Quoted in Zawya, Hassan Abdelgelil, an Analyst at CI Capital, believes the news “should have a negative effect on the company’s solvency on the long run, as Zain KSA’s ability to settle the Murabaha facility (an Islamic financing facility – TowerXchange), due in 2021 and extendable to 2022, is now highly questionable. We expect Zain KSA to look for another source of funding, such as the capital increase which has been put on hold due to changes in the structure and lower accumulated deficit, or a new buyer for the towers, which might be lengthy.”
Zain Kuwait
IHS still has another sale and leaseback deal pending with Zain Kuwait, for 1,700 towers at a cost of US$165mn. The logic behind the Kuwait deal and Saudi deal was different, and of course the regulators involved are unrelated.
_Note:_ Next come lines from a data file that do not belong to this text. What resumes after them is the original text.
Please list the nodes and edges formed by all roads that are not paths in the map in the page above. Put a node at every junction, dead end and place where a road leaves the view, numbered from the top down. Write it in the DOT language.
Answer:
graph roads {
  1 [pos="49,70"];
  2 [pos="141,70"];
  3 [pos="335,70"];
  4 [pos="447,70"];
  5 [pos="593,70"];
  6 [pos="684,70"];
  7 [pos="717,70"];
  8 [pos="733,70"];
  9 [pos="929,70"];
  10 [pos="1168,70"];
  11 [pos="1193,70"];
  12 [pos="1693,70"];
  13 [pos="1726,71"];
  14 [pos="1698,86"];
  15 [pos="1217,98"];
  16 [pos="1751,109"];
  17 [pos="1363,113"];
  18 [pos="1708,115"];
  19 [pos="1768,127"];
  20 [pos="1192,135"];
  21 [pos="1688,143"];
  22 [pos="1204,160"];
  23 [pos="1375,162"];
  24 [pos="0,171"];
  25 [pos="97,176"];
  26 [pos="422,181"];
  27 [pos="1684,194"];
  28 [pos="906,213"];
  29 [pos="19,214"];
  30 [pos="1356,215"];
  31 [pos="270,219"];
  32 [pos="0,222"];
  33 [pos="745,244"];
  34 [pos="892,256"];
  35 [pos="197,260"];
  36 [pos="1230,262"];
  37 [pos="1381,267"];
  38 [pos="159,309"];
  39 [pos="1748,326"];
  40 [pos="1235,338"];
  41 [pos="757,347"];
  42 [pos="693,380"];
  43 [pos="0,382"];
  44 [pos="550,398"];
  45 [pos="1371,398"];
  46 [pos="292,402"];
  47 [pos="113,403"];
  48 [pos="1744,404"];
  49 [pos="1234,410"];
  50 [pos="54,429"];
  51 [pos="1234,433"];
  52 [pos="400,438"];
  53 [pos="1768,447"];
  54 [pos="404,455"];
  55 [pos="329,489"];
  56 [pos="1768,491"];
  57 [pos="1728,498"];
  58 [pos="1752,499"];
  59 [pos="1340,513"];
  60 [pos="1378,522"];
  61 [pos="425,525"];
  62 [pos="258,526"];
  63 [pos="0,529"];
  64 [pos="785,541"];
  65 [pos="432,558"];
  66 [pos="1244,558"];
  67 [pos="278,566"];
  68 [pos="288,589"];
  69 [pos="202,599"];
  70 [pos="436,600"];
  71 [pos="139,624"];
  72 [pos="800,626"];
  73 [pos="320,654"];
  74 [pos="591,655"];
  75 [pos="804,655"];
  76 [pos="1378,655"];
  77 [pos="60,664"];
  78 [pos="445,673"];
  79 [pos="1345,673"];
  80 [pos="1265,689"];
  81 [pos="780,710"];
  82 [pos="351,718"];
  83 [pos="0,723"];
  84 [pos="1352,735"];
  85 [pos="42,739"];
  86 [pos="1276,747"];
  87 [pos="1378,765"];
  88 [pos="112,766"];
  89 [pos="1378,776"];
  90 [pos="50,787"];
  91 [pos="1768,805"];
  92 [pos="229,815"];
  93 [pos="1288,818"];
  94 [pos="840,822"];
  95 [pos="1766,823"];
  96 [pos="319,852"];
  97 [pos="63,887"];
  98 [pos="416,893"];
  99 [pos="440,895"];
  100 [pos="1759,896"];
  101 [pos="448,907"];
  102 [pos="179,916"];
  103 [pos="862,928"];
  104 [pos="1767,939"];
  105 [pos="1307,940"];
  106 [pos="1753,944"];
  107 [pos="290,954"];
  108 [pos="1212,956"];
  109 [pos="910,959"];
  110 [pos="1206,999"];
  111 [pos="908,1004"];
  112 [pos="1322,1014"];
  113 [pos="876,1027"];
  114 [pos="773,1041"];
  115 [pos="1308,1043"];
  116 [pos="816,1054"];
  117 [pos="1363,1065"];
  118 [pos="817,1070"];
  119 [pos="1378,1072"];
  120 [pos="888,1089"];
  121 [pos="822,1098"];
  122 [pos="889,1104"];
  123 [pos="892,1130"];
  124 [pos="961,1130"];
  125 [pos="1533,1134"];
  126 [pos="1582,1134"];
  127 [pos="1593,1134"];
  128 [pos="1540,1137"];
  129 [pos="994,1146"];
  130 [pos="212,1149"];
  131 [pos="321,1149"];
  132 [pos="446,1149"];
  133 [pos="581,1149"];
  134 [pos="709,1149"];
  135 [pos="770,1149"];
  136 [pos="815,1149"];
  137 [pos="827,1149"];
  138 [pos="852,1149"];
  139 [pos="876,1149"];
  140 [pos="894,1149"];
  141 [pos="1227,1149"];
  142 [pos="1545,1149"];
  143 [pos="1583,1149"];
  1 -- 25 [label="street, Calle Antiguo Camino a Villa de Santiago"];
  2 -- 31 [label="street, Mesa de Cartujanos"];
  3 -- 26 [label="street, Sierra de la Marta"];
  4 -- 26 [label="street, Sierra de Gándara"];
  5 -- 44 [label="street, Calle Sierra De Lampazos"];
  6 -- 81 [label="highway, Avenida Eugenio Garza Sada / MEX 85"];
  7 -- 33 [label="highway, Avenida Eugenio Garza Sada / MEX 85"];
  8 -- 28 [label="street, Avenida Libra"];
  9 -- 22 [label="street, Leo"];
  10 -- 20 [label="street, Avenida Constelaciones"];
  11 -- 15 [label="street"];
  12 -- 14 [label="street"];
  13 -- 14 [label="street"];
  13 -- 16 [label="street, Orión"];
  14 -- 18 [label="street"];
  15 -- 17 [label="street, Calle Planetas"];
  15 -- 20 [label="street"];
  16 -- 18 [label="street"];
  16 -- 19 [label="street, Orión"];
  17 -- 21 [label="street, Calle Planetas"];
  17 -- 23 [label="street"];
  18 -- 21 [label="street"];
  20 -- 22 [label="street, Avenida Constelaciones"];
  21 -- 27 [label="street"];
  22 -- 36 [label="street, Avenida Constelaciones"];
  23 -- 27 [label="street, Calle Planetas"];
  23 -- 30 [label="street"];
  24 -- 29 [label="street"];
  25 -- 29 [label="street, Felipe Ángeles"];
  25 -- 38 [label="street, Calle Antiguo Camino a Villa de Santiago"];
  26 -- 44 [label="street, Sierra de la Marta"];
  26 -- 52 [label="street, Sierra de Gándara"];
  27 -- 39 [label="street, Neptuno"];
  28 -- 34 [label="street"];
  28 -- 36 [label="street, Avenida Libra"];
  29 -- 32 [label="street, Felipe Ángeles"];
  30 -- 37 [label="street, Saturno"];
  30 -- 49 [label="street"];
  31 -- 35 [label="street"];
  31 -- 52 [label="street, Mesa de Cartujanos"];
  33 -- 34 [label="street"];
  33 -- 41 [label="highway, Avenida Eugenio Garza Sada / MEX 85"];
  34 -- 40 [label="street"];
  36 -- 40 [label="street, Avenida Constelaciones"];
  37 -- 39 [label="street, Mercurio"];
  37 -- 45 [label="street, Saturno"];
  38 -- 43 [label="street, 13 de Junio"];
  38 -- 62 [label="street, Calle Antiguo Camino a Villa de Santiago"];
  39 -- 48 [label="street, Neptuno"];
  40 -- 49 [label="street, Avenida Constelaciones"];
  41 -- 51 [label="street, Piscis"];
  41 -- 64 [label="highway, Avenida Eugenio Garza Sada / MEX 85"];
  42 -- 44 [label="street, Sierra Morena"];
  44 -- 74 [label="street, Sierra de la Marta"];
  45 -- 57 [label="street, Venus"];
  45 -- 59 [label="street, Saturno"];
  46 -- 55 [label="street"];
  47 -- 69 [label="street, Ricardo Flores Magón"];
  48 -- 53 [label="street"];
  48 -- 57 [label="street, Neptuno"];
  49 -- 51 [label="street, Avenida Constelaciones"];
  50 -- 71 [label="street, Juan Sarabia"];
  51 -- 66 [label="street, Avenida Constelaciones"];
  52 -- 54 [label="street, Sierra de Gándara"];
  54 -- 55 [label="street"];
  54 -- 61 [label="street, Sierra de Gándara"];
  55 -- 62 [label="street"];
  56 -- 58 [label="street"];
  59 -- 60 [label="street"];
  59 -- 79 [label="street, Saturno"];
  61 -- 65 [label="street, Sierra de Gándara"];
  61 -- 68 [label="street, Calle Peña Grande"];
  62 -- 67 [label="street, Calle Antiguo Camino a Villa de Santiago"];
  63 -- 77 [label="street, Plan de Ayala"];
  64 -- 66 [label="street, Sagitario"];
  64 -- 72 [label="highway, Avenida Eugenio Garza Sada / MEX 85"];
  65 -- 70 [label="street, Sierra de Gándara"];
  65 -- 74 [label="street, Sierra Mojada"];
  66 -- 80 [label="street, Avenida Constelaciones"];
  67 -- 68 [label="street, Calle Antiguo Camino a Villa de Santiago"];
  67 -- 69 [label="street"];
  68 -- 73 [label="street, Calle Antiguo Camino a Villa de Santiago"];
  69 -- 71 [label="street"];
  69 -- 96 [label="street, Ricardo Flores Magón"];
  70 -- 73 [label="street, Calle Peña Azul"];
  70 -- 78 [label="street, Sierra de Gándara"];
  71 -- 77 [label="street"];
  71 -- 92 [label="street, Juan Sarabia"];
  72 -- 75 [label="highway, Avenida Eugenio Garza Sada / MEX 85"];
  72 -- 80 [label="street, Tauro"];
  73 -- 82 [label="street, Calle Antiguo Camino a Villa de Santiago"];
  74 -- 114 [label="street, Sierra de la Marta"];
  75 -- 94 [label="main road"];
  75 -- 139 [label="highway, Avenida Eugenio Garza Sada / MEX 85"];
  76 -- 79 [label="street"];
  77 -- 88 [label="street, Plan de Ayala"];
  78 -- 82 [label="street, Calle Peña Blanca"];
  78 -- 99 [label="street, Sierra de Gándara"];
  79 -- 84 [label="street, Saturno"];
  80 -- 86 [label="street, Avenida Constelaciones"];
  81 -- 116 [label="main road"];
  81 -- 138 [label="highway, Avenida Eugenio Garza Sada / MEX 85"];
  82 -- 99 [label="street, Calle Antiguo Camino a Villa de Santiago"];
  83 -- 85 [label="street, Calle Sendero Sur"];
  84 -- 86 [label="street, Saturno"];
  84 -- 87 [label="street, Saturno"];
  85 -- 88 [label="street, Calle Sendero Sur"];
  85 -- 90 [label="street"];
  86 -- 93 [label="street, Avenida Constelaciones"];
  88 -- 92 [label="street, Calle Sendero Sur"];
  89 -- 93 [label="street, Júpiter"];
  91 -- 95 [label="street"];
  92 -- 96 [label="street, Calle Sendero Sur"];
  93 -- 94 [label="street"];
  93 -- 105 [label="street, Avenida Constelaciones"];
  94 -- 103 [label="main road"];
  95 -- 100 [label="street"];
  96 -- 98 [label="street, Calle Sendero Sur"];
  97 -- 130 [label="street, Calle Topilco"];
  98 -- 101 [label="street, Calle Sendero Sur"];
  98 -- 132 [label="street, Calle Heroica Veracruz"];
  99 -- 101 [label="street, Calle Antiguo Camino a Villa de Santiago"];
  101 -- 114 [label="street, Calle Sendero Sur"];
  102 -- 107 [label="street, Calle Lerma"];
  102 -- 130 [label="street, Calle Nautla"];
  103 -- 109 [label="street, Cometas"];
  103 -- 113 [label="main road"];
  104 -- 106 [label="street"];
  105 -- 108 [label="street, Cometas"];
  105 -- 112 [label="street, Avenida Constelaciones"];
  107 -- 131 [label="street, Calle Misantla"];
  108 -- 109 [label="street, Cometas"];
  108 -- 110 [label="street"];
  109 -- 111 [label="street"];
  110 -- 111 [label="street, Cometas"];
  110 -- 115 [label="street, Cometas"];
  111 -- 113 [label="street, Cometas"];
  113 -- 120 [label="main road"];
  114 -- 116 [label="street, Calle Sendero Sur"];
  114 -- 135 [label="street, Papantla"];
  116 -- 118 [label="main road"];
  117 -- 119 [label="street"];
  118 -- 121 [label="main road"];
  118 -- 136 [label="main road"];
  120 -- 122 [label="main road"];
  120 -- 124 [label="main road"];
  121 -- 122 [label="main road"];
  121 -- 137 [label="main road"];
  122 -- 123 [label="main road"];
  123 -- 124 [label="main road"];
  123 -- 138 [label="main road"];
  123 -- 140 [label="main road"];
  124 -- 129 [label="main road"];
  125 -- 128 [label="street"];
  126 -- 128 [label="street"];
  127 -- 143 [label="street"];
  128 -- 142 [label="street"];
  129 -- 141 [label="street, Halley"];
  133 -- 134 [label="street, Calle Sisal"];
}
As Kamil Hilali, Chief Strategy Officer at Zain Group explained to TowerXchange earlier this year: “In Saudi Arabia, the focus was always deleveraging and to expedite expansion through a build-to-suit agreement. In Kuwait, coverage no longer represented a competitive advantage. Kuwait is a relatively small market, less than 7,000 square miles, so it makes sense to monetise our passive assets. Once finalised, we would have achieved a first mover advantage in releasing that capital to be reinvested in the execution of the new strategy.”
MENA Towers
The Zain KSA deal postponement is the latest setback in the stop-start development of a MENA tower market. Fewer than 6% of MENA’s towers are in the hands of independent towercos, most of that is accounted for by STC’s carve out towerco TAWAL. Many previously announced tower sale and leaseback deals were abandoned or cancelled, and the transformation of telecom infrastructure ownership has struggled to build momentum, but a number of deals announced since 2017 had seen MENA looking like it was going to mimic the US, Asia, Africa and Europe in moving toward an independent tower ownership model.
In 2011, and again in 2016, Saudi Telecom Company (STC) and Mobily explored a joint venture to share their existing tower portfolios in the Kingdom to reduce their capital and operational spend. The deals were abandoned after reports that the two parties couldn’t agree on how ownership should be shared. 2016 also saw Mobily explore a tower sale in Saudi Arabia, with a number of names linked to the transaction, including IHS Towers, Digital Bridge, TASC Towers, edotco, Providence Equity Partners and Towershare, plus local investors and conglomerates including Saudi Aramco, Al Rahji Group and Al Zamil Group.
In April 2019, STC announced a carve-out of 14,200 towers into a new MNO-captive towerco in Saudi Arabia called TAWAL. TAWAL is still reviewing its strategic direction and setting up its operational and executive functions but TowerXchange understands it to have regional ambitions with major implications for the development of the tower market in MENA. Zain and Mobily’s towers, and their tenancies, will be obvious early targets for TAWAL’s towers.
Conclusions
Regulators in the MENA region have to ask themselves whether they want to see infrastructure sharing professionalised and accelerated by independent towercos. If they have a goal to unlock efficiencies and release MNOs’ capital to invest in spectrum and in 5G rollout, they are not going to attract a much better investor than IHS Towers, whose balance sheet and track record give them exemplary credentials.
It is not yet clear on what grounds IHS was found to have not yet met the regulatory conditions recently defined in Saudi Arabia – regulatory conditions which STC’s carve out towerco TAWAL evidently did satisfy. TowerXchange remain enthusiastic evangelists for the professionalisation of infrastructure sharing, and efficiencies can be equally unlocked by operator-led towercos like TAWAL, and by pureplay independent towercos like IHS.
We remain optimistic that this development will not bring an end to the appetite of pureplay independent towercos to invest in MENA towers.